PROMPT: Scan the records for the string "Northeast"; copy each line where it occurs.
┌─ INPUT FOR THIS TASK
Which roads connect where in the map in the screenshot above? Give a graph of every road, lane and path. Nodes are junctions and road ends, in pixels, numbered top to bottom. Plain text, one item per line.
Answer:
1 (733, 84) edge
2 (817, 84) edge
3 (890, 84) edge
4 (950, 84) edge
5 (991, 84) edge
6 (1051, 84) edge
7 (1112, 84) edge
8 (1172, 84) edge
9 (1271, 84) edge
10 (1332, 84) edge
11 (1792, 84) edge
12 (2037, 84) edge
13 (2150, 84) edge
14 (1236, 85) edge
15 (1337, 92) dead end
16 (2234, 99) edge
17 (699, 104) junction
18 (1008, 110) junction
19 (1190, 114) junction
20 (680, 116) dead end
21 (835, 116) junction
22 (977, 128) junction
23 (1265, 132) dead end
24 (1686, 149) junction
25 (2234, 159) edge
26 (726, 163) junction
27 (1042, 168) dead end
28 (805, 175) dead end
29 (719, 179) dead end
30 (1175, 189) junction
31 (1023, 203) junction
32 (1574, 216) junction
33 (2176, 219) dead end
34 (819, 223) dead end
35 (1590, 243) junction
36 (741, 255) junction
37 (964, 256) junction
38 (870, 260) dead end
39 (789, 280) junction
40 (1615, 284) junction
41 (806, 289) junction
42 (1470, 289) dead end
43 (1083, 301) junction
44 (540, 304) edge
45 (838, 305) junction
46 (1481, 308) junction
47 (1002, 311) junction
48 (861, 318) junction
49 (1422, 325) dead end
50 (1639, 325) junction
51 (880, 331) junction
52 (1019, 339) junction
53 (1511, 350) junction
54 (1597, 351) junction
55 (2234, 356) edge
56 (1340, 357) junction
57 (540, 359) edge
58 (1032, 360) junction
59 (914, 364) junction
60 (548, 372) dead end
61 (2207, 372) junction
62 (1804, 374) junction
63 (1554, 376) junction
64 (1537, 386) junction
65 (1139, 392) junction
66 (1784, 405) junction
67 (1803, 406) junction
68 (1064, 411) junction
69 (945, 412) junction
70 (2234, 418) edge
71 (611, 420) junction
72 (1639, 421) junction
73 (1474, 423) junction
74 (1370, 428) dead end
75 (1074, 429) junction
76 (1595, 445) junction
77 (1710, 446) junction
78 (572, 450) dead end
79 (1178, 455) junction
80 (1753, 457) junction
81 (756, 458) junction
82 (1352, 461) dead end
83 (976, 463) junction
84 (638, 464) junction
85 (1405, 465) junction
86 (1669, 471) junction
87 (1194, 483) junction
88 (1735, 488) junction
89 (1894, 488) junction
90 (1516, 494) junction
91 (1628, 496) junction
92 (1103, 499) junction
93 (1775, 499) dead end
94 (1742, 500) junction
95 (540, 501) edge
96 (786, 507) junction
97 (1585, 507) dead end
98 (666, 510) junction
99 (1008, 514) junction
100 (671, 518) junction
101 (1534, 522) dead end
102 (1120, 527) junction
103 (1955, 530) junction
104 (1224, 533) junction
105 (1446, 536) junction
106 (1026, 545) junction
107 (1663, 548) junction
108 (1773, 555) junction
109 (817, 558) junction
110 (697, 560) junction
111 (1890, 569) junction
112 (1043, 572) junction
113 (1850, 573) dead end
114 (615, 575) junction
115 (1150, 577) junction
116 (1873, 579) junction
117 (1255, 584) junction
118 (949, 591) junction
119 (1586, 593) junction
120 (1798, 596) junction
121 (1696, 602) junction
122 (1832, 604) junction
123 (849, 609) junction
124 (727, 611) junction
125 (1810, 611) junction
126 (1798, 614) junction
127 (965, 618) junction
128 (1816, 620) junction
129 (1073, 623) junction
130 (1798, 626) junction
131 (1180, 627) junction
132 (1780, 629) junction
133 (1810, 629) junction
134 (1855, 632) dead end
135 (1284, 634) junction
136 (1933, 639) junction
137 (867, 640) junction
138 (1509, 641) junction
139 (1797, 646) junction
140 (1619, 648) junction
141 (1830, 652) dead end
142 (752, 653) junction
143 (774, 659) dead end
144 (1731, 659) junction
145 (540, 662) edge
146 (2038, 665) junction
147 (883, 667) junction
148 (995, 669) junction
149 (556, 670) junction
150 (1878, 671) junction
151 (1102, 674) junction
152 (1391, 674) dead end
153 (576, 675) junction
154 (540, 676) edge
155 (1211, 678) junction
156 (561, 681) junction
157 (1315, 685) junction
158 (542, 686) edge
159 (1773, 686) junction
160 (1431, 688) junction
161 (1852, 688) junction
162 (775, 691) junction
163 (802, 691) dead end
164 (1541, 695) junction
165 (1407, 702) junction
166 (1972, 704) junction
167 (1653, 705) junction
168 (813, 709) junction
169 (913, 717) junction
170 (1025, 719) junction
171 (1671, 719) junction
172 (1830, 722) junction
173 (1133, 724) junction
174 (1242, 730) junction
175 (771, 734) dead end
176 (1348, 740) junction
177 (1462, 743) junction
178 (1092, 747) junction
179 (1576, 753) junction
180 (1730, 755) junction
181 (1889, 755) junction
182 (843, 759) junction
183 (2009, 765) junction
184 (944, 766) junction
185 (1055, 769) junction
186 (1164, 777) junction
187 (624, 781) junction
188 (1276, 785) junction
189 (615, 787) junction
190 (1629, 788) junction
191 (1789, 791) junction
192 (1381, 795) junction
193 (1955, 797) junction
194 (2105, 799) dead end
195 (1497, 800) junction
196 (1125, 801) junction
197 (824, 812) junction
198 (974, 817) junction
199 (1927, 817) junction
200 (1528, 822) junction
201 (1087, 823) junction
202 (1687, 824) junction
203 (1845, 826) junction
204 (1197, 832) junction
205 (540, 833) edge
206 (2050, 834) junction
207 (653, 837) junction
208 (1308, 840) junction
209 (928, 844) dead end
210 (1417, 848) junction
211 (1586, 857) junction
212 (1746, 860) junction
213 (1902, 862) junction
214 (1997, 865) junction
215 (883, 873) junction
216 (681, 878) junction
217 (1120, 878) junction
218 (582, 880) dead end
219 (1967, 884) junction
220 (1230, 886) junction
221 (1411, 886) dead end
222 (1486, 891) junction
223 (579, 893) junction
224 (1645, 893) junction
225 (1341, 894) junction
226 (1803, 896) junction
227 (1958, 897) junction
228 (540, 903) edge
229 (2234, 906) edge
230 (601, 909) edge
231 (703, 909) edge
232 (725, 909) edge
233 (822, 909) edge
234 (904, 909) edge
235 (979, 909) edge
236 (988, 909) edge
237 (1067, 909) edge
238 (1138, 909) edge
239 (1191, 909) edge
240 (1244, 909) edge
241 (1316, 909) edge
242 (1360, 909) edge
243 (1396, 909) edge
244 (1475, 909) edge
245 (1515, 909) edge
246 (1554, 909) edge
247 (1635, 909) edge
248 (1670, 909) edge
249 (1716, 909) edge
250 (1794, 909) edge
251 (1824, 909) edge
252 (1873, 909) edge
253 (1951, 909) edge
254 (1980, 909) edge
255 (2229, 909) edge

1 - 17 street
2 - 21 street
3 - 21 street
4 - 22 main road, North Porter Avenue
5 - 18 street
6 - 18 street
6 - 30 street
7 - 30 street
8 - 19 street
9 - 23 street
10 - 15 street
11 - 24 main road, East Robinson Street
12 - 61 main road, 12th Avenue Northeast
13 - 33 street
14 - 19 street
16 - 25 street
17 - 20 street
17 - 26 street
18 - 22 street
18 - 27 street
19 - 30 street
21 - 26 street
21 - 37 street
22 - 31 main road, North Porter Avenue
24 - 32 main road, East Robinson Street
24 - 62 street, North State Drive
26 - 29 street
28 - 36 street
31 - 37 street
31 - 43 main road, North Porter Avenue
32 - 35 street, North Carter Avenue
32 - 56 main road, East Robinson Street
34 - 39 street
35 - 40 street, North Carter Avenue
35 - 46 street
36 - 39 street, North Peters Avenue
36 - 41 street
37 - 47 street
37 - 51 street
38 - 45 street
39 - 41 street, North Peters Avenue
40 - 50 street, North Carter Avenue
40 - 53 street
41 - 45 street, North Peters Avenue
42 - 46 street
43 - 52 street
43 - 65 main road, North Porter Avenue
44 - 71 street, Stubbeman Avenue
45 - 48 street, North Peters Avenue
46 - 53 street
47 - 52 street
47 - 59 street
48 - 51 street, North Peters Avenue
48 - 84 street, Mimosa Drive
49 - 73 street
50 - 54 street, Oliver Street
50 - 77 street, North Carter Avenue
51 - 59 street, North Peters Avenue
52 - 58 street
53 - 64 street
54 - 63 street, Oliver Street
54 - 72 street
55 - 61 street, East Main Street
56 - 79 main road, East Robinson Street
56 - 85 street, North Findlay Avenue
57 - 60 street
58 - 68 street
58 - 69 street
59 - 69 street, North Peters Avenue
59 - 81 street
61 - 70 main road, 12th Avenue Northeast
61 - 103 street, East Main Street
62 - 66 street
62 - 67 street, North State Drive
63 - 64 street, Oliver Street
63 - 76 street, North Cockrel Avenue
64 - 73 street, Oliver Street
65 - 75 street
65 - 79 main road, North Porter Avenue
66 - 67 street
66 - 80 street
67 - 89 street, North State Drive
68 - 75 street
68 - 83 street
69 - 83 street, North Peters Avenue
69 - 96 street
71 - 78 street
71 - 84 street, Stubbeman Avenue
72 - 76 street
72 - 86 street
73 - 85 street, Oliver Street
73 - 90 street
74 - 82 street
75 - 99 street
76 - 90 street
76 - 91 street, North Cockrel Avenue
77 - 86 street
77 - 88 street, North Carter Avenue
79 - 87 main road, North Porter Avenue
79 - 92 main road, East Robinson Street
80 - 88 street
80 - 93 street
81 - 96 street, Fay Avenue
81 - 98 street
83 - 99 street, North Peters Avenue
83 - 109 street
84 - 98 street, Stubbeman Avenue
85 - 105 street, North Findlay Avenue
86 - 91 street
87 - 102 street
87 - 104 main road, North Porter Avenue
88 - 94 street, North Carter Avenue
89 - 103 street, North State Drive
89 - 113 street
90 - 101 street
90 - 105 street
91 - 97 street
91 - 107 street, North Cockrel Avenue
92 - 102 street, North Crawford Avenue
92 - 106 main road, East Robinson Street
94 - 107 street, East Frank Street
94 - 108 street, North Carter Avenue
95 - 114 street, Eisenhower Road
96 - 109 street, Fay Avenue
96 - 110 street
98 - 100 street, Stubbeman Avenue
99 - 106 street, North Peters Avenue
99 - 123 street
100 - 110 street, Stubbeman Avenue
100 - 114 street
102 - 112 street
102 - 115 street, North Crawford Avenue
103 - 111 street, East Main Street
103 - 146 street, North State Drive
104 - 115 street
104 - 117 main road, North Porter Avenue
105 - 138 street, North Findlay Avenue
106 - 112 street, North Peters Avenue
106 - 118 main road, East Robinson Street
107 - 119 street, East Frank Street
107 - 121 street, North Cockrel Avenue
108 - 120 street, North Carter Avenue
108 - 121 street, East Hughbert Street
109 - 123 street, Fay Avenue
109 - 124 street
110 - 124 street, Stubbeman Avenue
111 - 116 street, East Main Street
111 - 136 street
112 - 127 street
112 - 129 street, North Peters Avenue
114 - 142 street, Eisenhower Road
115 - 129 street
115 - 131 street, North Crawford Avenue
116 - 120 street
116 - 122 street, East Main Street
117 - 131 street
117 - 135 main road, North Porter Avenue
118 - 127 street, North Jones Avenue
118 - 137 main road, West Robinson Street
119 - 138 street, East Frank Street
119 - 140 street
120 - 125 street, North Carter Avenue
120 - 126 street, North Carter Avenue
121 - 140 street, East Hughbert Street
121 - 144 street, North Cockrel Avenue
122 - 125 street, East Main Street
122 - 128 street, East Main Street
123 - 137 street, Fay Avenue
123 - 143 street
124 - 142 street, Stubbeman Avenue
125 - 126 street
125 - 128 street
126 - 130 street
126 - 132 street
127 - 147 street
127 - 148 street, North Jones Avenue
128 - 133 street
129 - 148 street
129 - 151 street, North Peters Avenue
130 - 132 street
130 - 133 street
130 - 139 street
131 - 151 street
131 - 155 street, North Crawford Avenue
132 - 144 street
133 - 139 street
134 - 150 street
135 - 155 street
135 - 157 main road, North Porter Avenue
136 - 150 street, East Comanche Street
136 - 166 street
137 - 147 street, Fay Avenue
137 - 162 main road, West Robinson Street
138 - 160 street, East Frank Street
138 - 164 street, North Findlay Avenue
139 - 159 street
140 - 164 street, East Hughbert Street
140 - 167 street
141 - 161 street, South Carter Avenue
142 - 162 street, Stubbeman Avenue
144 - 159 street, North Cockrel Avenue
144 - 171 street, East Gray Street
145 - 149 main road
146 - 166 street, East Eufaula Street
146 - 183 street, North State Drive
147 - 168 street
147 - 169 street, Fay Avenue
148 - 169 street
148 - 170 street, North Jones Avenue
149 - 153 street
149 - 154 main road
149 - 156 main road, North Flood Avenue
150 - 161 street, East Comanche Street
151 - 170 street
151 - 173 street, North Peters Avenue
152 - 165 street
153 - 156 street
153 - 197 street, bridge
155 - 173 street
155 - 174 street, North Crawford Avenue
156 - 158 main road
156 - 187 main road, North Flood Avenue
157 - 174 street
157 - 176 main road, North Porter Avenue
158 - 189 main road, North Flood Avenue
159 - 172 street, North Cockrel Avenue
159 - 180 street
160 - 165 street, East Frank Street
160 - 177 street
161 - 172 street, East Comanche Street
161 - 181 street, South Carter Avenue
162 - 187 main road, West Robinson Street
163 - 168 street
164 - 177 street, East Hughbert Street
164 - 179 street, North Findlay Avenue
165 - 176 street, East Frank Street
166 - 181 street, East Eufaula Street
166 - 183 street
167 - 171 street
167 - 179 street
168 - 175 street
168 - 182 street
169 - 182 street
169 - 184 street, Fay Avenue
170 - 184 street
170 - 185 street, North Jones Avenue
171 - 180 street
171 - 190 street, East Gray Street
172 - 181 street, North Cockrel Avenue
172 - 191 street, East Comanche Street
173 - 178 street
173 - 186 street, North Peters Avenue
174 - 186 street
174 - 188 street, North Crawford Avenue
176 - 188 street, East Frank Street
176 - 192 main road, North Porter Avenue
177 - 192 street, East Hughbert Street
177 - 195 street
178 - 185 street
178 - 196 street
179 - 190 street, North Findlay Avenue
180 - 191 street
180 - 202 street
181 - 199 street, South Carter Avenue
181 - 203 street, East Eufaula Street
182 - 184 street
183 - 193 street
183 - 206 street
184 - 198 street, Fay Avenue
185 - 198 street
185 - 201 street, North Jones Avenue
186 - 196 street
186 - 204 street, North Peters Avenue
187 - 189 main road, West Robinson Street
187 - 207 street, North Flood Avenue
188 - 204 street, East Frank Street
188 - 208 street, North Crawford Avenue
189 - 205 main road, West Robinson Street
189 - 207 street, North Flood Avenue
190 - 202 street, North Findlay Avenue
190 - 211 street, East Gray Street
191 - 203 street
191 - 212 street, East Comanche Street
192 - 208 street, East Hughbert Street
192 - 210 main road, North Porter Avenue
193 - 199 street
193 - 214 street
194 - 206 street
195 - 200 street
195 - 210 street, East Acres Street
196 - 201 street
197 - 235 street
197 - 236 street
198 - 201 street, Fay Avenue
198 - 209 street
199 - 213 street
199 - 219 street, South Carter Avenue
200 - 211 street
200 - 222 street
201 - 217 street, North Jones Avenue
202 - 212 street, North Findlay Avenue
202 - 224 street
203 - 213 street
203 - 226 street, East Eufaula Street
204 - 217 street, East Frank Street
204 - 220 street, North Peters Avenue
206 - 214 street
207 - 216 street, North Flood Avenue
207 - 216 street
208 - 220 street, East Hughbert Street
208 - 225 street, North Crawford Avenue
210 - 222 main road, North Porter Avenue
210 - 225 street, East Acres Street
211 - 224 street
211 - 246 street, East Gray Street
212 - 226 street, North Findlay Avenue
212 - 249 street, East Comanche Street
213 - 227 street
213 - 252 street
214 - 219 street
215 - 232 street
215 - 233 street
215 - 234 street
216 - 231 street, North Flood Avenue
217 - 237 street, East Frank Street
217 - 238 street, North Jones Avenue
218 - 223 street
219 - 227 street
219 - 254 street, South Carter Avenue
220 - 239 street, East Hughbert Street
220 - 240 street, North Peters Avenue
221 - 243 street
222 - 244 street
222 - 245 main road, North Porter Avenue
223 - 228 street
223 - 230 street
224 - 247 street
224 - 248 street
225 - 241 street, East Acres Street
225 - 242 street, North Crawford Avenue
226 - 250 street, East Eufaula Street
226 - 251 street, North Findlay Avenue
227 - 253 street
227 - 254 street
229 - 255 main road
└─
EXERCISE RESPONSE:
12 - 61 main road, 12th Avenue Northeast
61 - 70 main road, 12th Avenue Northeast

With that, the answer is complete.